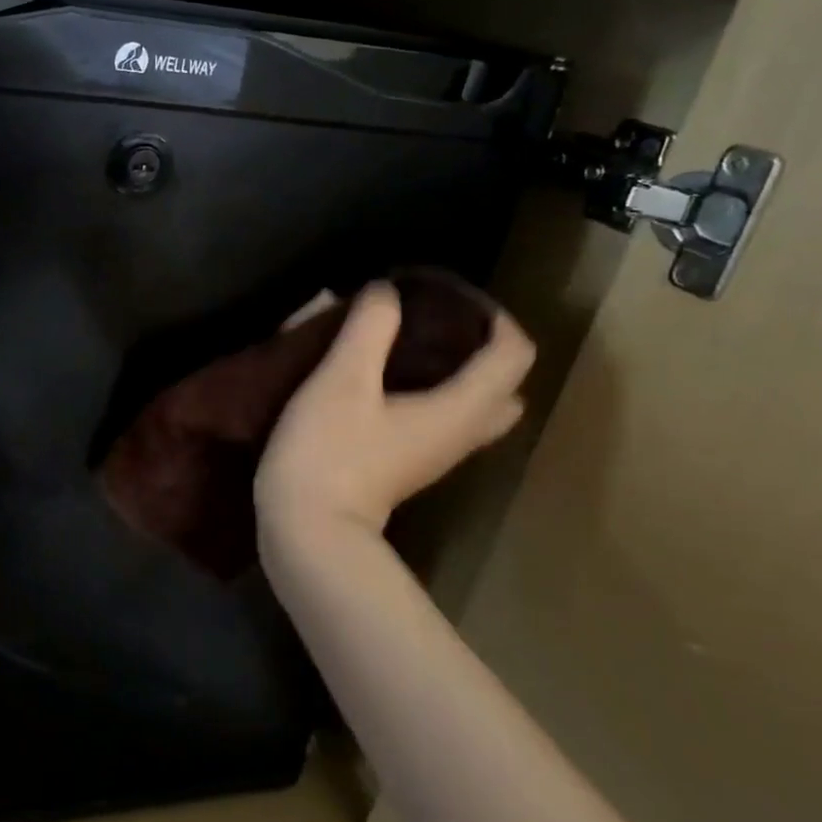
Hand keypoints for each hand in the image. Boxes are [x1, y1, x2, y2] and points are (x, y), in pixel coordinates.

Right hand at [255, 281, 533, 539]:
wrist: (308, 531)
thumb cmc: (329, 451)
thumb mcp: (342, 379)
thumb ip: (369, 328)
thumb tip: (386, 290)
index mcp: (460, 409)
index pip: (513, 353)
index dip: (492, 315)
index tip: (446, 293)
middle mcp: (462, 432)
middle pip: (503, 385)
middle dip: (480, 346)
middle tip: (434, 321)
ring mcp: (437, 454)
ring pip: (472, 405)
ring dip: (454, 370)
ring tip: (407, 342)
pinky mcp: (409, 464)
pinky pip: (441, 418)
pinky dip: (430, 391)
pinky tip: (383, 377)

...

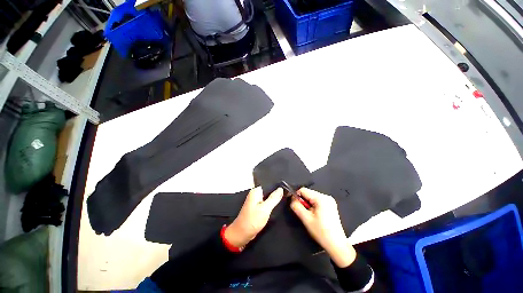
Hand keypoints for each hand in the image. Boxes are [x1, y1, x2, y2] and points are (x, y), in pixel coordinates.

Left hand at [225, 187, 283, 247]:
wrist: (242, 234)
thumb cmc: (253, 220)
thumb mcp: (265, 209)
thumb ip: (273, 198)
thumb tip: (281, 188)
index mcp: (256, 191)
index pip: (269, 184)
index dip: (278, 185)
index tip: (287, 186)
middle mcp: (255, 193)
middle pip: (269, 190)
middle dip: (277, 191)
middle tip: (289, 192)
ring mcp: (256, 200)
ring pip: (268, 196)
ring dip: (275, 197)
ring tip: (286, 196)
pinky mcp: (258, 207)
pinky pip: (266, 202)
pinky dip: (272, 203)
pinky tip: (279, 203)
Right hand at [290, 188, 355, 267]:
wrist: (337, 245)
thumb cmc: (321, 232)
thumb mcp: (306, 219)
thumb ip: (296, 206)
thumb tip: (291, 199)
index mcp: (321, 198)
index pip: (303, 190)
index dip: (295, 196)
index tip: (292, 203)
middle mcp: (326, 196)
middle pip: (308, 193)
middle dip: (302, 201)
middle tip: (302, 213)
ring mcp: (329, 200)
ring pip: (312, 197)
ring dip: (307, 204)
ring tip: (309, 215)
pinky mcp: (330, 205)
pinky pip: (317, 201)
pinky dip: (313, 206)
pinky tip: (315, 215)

...

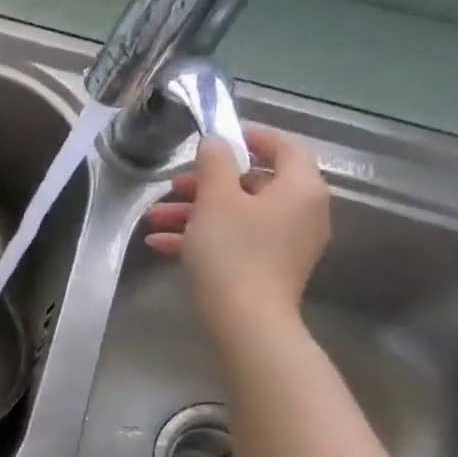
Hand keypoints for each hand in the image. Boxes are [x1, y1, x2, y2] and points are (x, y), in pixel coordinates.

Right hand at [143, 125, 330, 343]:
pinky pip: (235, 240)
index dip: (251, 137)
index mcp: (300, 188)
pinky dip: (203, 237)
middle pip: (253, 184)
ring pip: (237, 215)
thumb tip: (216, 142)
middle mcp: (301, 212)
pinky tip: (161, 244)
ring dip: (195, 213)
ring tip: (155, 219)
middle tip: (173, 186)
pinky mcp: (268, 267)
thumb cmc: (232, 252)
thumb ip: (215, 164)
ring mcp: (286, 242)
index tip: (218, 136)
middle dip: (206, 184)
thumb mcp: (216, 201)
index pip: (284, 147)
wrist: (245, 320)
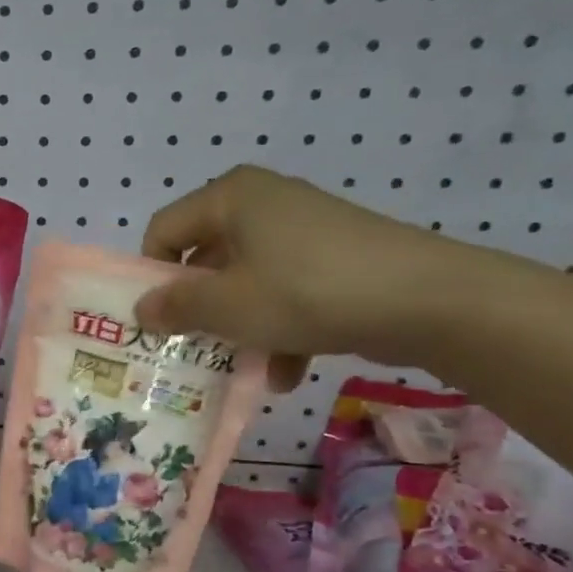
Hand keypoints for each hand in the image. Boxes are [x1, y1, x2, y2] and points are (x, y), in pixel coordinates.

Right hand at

▸ **What the exercise asks**
Extract from the listing above the lines between the line containing "thumb cmc: (329, 451)" and the line containing "pinky tip: (383, 377)", keeping both of those lines. Output nothing else.

▸ **The completed task**
thumb cmc: (329, 451)
thumb mcp: (342, 379)
thumb ip: (369, 328)
thumb tip: (386, 290)
index mcp: (460, 409)
index pip: (513, 353)
index dip: (492, 315)
index tip: (446, 293)
middle mcp: (462, 432)
middle pip: (503, 385)
middle dip: (480, 346)
middle tip: (434, 321)
ring mcp: (437, 454)
ring pip: (472, 405)
ring dip: (454, 370)
ring tip: (407, 342)
pinky mcp: (409, 464)
pinky pip: (441, 418)
pinky dip: (430, 391)
pinky tip: (383, 377)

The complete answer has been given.